If they do, great, then this is a reasonable condition to limit Iranian influence? If not, it is polite filibustering. Iran's influence in the Middle East is and has been increasing do to the US decision to first invade Afghanistan with a light footprint while destabilizing Pakistan which means the ISAF logistics tail is shaky as hell and could be improved with Iranian cooperation, and then the US decision to invade Iraq, and ally with Iranian sponsored and protected groups as the new government of Iraq? Throw in a weak dollar policy which pushes up oil prices, a refusal to look at conservation or efficiencies as energy policy (see the tire gauge stunt) and believing that Chalabi was a credible source, Iranian influence in the Middle East was sure to increase.
Now on the nuclear front, I'm going to outsource most of the work to Steve's excellent work:
Despite all the hype about the latest IAEA report on Iran (PDF") the key phrase, repeated a lot in the IAEA reports is "The nuclear material has been under containment and surveillance at all times." But that little detail normally comes out around paragraph five in news reports, if at all....
But they'd have to use this LEU - which is "under containment and surveillance at all times" - in their clandestine facility or wait another 3 or four years to enrich enough uranium from hundreds of tonnes of raw material clandestinely kept separately from the stocks monitored by the IAEA, which they'd have to clandestinely ship into the country and then clandestinely convert into UF6 gas at yet another secret plant. David Albright can "dance about it", but the world would have instant warning of an Iranian breakout and at least a year to decide what to do about such an event...
And from Cheryl Rofer referring to the same IAEA report at the Whirled View
The issue here is concentration...Concentration is not that hard to understand, but in our science-challenged society (yes, we all hated chemistry, where it was discussed in the first week), it seems not to be a consideration.
...Iran is not in a position to make a bomb, unless there is a bunch of hidden stuff that nobody has found, involving big buildings that can be seen by satellite surveillance...There are a number of other things in that IAEA report that the media aren't bothering to report, like that the pace of enrichment has slowed.

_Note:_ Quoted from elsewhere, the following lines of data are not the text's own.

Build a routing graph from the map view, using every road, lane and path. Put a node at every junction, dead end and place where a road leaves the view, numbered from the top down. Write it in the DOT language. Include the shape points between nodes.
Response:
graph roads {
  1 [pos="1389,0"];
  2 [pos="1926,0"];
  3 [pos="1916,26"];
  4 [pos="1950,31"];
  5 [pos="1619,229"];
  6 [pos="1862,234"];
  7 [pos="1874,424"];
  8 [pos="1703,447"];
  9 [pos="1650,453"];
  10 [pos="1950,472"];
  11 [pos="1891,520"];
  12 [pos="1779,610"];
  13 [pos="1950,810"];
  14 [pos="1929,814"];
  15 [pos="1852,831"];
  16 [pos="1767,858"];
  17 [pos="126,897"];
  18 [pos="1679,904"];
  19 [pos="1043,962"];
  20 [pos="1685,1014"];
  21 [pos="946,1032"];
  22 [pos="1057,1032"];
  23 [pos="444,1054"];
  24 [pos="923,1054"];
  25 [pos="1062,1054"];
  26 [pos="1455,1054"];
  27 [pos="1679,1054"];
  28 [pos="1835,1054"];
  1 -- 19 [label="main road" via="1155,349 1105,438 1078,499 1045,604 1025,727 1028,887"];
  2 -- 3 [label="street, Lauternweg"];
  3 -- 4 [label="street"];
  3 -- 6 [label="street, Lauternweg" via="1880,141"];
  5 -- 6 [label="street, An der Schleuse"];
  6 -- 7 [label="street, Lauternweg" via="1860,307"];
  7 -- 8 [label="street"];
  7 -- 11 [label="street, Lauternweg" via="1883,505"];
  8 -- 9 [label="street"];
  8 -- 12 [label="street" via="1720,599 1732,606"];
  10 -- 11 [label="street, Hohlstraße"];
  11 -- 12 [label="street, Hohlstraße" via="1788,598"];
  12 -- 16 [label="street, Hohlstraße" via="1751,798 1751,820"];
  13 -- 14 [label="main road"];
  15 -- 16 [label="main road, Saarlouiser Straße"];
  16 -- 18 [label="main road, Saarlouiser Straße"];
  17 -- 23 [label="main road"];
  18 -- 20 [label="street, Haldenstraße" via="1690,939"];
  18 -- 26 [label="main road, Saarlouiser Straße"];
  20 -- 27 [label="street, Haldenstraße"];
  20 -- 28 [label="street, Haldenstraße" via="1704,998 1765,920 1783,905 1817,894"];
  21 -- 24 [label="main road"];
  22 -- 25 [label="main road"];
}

That doesn't support the idea that Iran is racing toward a bomb, so it's not relevant, I guess.
So these conditions are impossible to be met or at least be 'verified' to Isreali satisfaction and everyone who is paying attention knows it. The conditions are an excuse to engage in pre-determined policy with minimal inteference.




























That's a fair summation. It ought to be good for some considerable delay in doing anything at all. I'm not sure how to move Israel off this position. I am sure, however, that looking for relief from the hardliners on the Iranian side is pointless. I expected them to try to torpedo any sort of US diplomatic overtures and that's pretty much the case.